Sir Simon told Marr that the health service would start testing 24/7 vaccinations in some hospitals in the next 10 days, and that he expected lockdown to be eased gradually around spring and summer time.
He said: “It is not going to be the case that on Valentine’s Day, with one bound, we are free. Equally, I don’t think we will have to wait until the autumn. I think somewhere between those two.”
But he warned that this forecast was subject to uncertainty around new variants of the coronavirus – particularly any that showed signs of resistance to available vaccines.
More than 3.5 million people in the UK have now received their first dose of a vaccine, and some 324,000 doses of coronavirus vaccines were administered in the space of 24 hours.
Also appearing on Marr, the foreign secretary said that vaccination could be completed even earlier than September if the capacity was available to do so, though government sources said reports of a private target of the end of June to get a jab to all over-18s were “speculative”.
But the foreign secretary told Marr: “The plan is to get the first 15 million most vulnerable people vaccinated with the first dose by the middle of February. We then want to get by early spring another 17 million. At that point we’ll have 99 per cent of those most at risk of dying of coronavirus administered with a vaccine. The entire adult population we want to have been offered a first jab by September.
“That’s the roadmap. We think we’ve got the capacity to deliver it. Obviously, if it can be done more swiftly than that, then that’s a bonus. The number one thing right now is to protect that roadmap and rollout and protect the NHS, given the new variants that we’ve seen.”
Mr Raab said the government hopes to start easing lockdown restrictions as early as March, but said measures would be eased gradually, rather than withdrawn overnight in a “big bang”.
He told Sky News’s Sophy Ridge on Sunday: “What we want to do is get out of these national lockdowns as soon as possible. The roadmap that I described is that by early spring, hopefully by March, we’ll be in a position to make those decisions.

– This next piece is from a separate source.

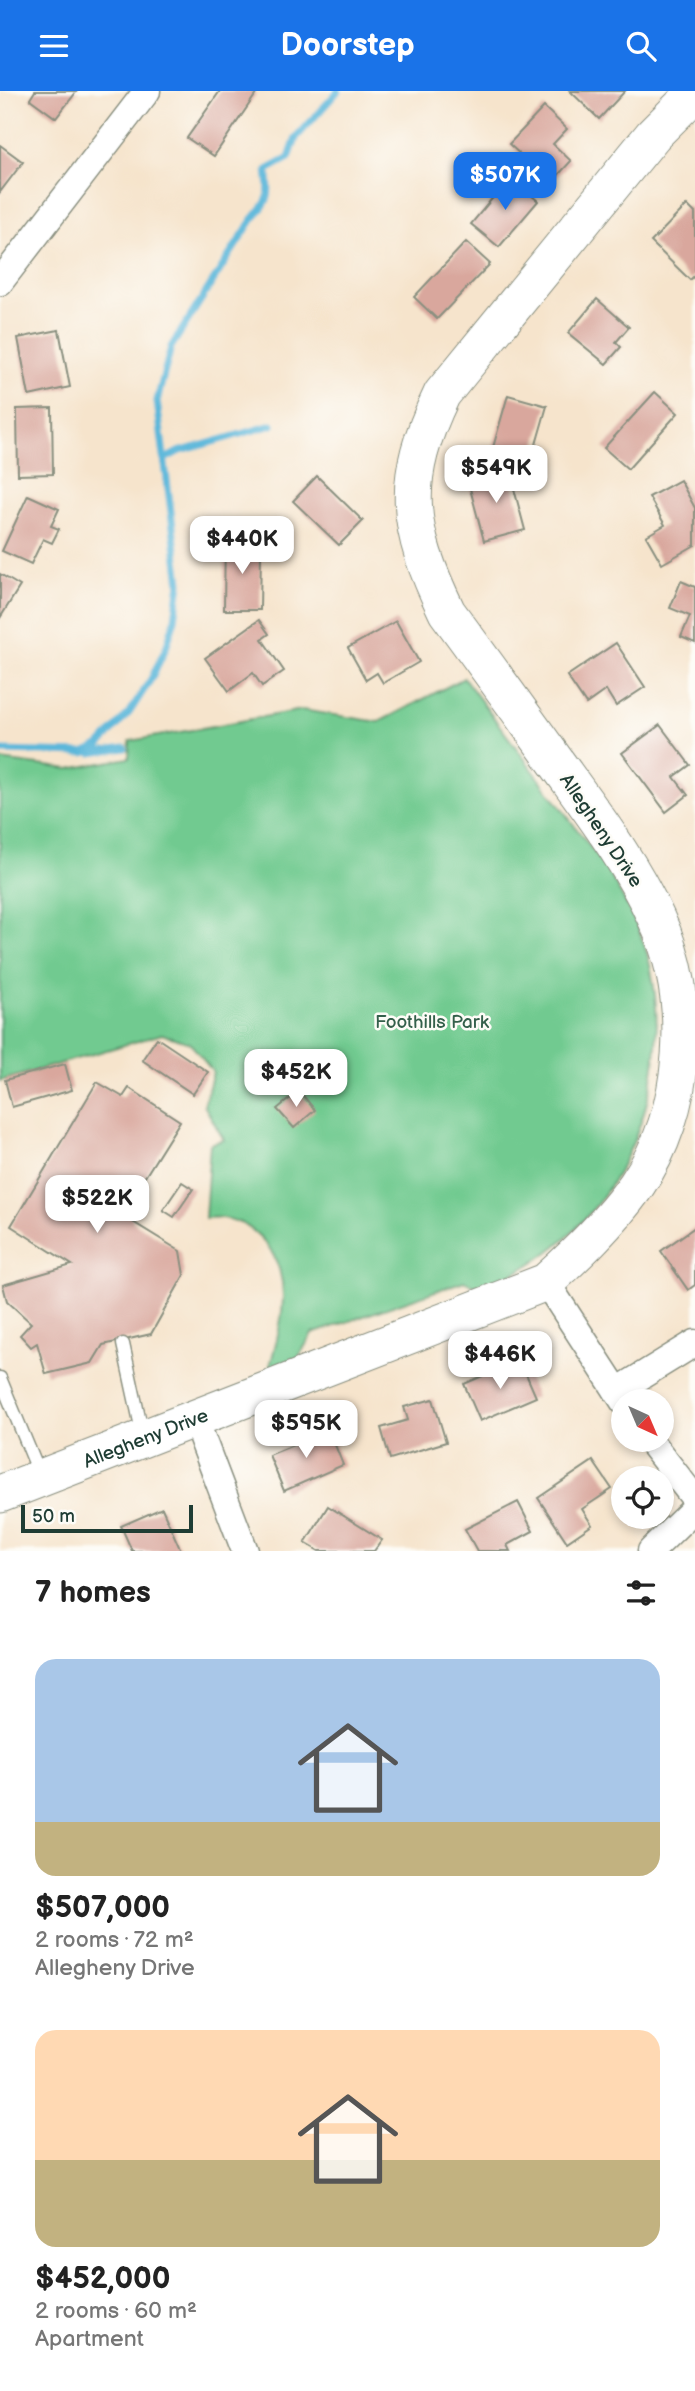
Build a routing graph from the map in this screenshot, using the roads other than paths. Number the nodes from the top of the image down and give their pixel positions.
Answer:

“I think it’s right to say we won’t do it all in one big bang. As we phase out of the national lockdown, I think we’ll end up phasing through the tiered approach. We want to make sure that we can do it in a safe way. But again, we’ve got to, at this point in time, really focus on protecting the NHS and rolling out the vaccine. If we do those two things, we get into a much better place by early spring.”
Leading epidemiologist Professor Azra Ghani said a combination of low case numbers and having vaccinated the most vulnerable would be needed before restrictions could be eased.
She told Sky: “Really, we want to get back to the situation we were in in the summer, with relatively low case numbers compared to now, so that we can actually test and trace and reduce onward infections. At the same time we’re, of course, rolling out a vaccine; that’s something we haven’t had up until now and that vaccine rollout is going very well.
“That will hopefully protect those that are most vulnerable to the severe consequences of this disease. We’ll need to get a balance of these two things in place before we can start to lift restrictions and it’s very difficult to say exactly when that will be.”